Balance sheet and funding
At 31 March 2013, total Shareholder equity amounted to £60.42 million (2012: £53.49m), an increase of 13.0% reflecting the Group's increase in retained profit of £4.71 million during the period and £2.17 million being the translation of Group's overseas assets (predominantly in Asia).
There was no major change in the Group's property, plant and equipment, which represents 13.1% of the Group's total assets. Intangible assets increased slightly by £0.50 million to £18.37 million (2012: £17.87m) reflecting the movements in foreign exchange and a fair value adjustment of £0.10 million in respect of PSEP.
Working capital as a percentage of revenue remained fairly stable at 30%. Removing the foreign exchange effect on stock, we saw levels fall by £0.84 million which resulted in net stock weeks dropping from 21.1 in 2012 to 20.2 for 2013. Debtor days also remained fairly stable at 67 days (2012: 68). However, total bad debts were slightly higher than in previous years at £0.29 million (2012: £0.08m).

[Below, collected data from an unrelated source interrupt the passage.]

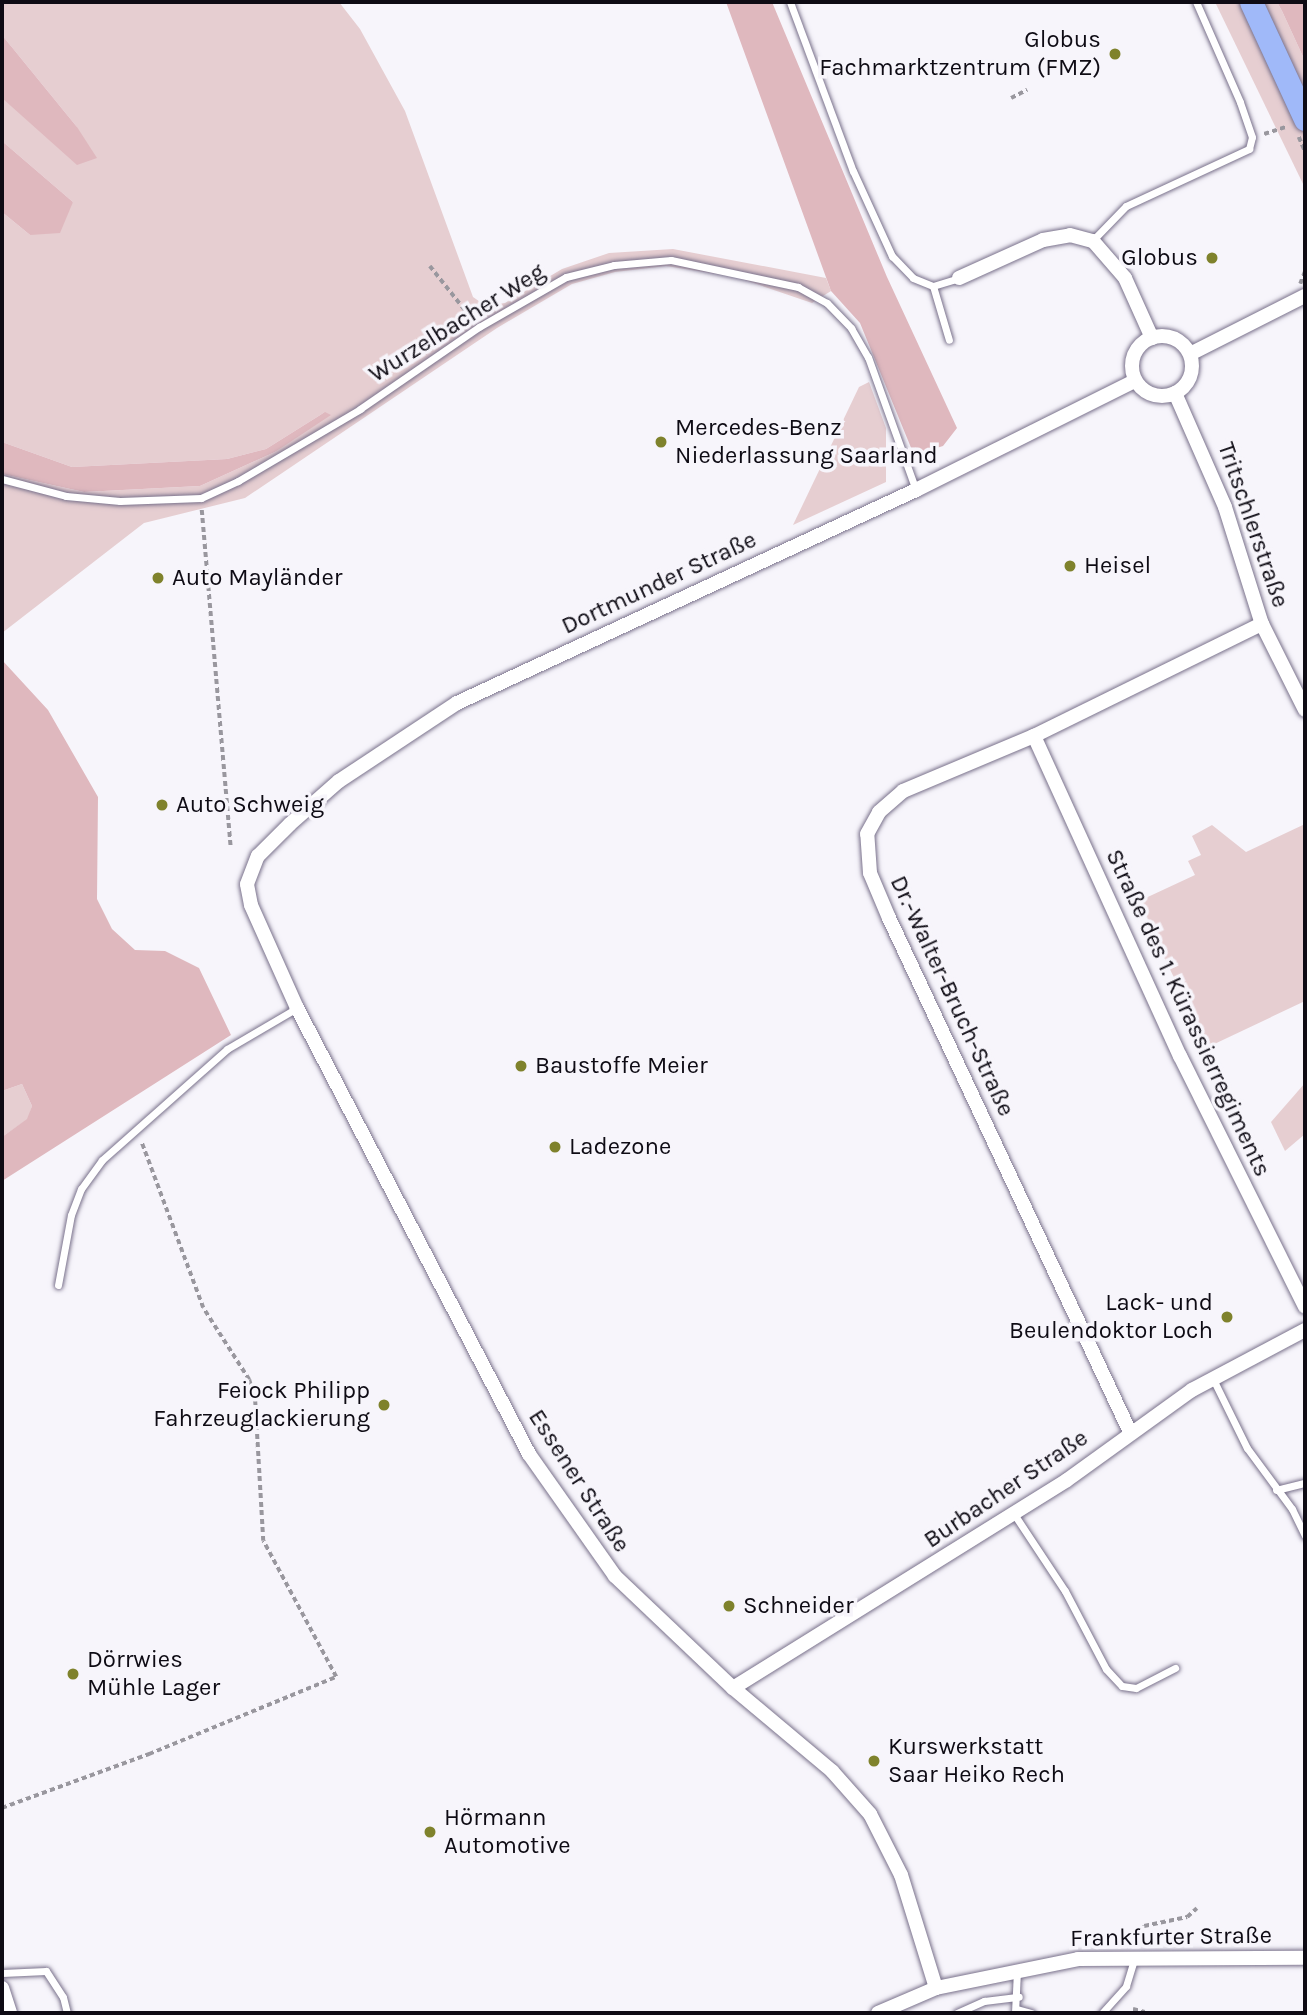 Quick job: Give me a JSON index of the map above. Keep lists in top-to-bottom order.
{
  "streets": {
    "street": [
      "Tritschlerstraße",
      "Dortmunder Straße",
      "Dr.-Walter-Bruch-Straße",
      "Straße des 1. Kürassierregiments",
      "Essener Straße",
      "Burbacher Straße",
      "Frankfurter Straße"
    ],
    "lane": ["Wurzelbacher Weg"]
  },
  "crossings": [
    ["Wurzelbacher Weg", "Dortmunder Straße"],
    ["Tritschlerstraße", "Dortmunder Straße"],
    ["Tritschlerstraße", "Dr.-Walter-Bruch-Straße"],
    ["Dortmunder Straße", "Essener Straße"],
    ["Dr.-Walter-Bruch-Straße", "Straße des 1. Kürassierregiments"],
    ["Dr.-Walter-Bruch-Straße", "Burbacher Straße"],
    ["Essener Straße", "Burbacher Straße"],
    ["Essener Straße", "Frankfurter Straße"]
  ],
  "places": [
    "Globus Fachmarktzentrum (FMZ)",
    "Globus",
    "Mercedes-Benz Niederlassung Saarland",
    "Heisel",
    "Auto Mayländer",
    "Auto Schweig",
    "Baustoffe Meier",
    "Ladezone",
    "Lack- und Beulendoktor Loch",
    "Feiock Philipp Fahrzeuglackierung",
    "Schneider",
    "Dörrwies Mühle Lager",
    "Kurswerkstatt Saar Heiko Rech",
    "Hörmann Automotive"
  ]
}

Gross debt fell by £4.46 million to £15.75 million (2012: £20.21m), which included the final repayment of £1.00 million of the Company's three year term loan taken out initially in February 2010, and the annual repayment of c.£1.50 million of TR Asia's acquisition loan for PSEP, with the balance being reduced borrowings from the UK's Asset Based Lending facility (ABL).
Group net cash balances as at 31 March 2013 were £10.55 million (2012: £11.80m) of which, £9.47 million was held in foreign currencies (2012: £8.03m). As a result, year end net debt reduced by £3.21 million to £5.20 million in March 2013 (2012: £8.41m) and gearing remained low at 8.6% (2012: 15.7%).
The Group continues to trade well within its banking covenants. In April 2013, Trifast successfully negotiated its UK banking facilities with an additional £5.00 million, three year revolving credit facility for the Company and extended its current ABL facilities total availability to £18.30 million.
Cash generation continues to be another key objective for the TR operations in order for us to be able to provide cash to reinvest back into the growing business. It is therefore very satisfying to report that operating cash flow as a percentage of EBITDA was 85.5%.
The following analysis reconciles net debt and cash flow:
|Full Year |
|Adjusted working capital changes||(£1.36m)||(£1.97m)|
|Adjusted operating cash flow||£7.87m||£4.57m|
|Net capital expenditure||(£0.85m)||(£0.53m)|
|Adjusted free cash flow||£4.87m||£2.73m|
|Deferred consideration/Consideration on PSEP acquisition||(£1.39m)||(£13.49m)|
|Proceeds from shares issued||£0.23m||£7.18m|
|Dividends paid (September 2012)||(£0.53m)||–|
|Net change in cash and cash equivalents||£3.18m||(£3.58m)|
|Net debt as at 1 April||(£8.41m)||(£7.14m)|
|Net cash acquired on PSEP acquisition||–||£2.25m|
|Effect of exchange rate on net debt||£0.03m||£0.06m|
|Net debt as at 31 March||(£5.20m)||(£8.41m)|
To support future growth and increase returns in the future, capital expenditure increased to £0.87 million predominantly represented by plant and machinery for our growing Asia business (2012: £0.65m).
PSEP in Malaysia, acquired at the end of 2011, has integrated well and, under the Terms of Acquisition detailed in the Prospectus dated 16 November 2011, a final payment of £1.39 million, (previously retained for twelve months against any warranties and claims) was paid to the previous owners in December 2012.